New interferometry technique more powerful and cost-effective
New neutron interferometry technique developed by researchers will allow for faster and more precise measurements, and could pave the way for advances in imaging, materials science and quantum research
A new neutron interferometry technique developed by researchers from the Institute for Quantum Computing, the National Institute of Standards and Technology (NIST) and the National Institute of Health (NIH) will allow for faster and more precise measurements, and could pave the way for advances in imaging, materials science and quantum research.
The technique uses parts that can be built in any nanofabrication lab and eliminates the need for expensive custom apparatuses produced at specialized facilities. The new apparatus can be easily set up at any neutron source in the world.
“We’ve developed a tool that is more powerful, easier and affordable to build,” said Dusan Sarenac, author on the paper and a PhD candidate in the Department of Physics and Astronomy at the University of Waterloo. “This do-it-yourself set up provides better, more precise results and makes one of the most sensitive measurement techniques accessible for researchers around the world.”

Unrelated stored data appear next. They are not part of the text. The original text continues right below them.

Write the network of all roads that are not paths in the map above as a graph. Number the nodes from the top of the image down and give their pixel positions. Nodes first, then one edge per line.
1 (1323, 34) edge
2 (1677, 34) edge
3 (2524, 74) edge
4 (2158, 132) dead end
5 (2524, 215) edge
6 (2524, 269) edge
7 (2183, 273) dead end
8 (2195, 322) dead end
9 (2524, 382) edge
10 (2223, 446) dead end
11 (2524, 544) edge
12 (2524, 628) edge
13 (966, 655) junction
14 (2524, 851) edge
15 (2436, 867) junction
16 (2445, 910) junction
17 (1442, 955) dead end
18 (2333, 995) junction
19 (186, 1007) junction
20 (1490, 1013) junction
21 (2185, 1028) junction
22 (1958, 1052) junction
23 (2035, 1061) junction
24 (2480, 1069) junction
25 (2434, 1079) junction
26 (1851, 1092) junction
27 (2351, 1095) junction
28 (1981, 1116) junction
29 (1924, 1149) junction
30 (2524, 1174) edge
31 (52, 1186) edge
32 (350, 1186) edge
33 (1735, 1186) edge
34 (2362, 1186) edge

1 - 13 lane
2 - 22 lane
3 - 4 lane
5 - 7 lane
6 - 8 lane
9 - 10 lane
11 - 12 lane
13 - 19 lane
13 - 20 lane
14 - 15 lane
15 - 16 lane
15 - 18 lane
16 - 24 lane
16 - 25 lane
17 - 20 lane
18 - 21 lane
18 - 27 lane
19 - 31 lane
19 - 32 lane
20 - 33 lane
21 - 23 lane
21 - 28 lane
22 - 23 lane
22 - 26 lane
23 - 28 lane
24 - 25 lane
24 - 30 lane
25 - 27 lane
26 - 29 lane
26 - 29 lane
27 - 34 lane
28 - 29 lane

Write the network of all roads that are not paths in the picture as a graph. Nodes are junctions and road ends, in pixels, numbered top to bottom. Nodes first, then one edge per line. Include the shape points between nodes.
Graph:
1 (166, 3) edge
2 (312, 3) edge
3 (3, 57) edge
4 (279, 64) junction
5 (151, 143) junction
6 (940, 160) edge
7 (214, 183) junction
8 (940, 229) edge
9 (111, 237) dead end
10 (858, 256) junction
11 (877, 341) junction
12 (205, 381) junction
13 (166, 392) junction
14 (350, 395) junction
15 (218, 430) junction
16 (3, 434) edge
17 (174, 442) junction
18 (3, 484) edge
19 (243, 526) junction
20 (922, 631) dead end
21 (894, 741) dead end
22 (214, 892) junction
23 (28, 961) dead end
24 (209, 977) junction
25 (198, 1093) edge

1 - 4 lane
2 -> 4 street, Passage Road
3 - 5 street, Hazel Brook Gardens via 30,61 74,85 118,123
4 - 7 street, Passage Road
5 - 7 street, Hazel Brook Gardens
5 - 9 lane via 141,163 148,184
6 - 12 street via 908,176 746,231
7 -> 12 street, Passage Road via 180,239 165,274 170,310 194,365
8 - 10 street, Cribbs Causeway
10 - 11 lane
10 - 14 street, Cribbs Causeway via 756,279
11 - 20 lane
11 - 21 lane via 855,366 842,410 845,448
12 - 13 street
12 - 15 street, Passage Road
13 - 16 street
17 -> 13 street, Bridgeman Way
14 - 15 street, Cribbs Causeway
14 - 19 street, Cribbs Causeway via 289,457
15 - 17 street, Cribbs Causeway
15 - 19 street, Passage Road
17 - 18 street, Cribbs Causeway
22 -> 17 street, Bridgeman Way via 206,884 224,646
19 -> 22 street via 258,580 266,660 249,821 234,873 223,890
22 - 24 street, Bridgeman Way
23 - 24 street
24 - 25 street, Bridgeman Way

One of the best alternatives—perfect crystal interferometry—requires apparatuses that can take years to build and optimize. There are currently only two locations in the world that have access to a working perfect crystal interferometry setup, one is the NIST setup at Maryland and the other is at Institut Laue-Langevin (ILL) in Grenoble France.
The new apparatus is also less sensitive to vibration and temperature variances than other types of interferometers, making it more robust and practical for use.
Interferometry is a measurement technique most commonly used for imaging and the precise characterization of materials. Unlike transmission imaging, which relies on an object absorbing particles, interferometry measures the phase change of particles that pass through an object.
“The new technique uses the whole neutron beam, resulting in faster, non-invasive measurements,” said Sarenac. “This will allow us to perform a precise measurement of the Newtonian constant of gravitation, which is highly sought by the scientific community.”
The project was conducted at the NIST Center for Neutron Research; and was supported by the Canada First Research Excellence Fund (CFREF).
The study is published in Physical Review Letters.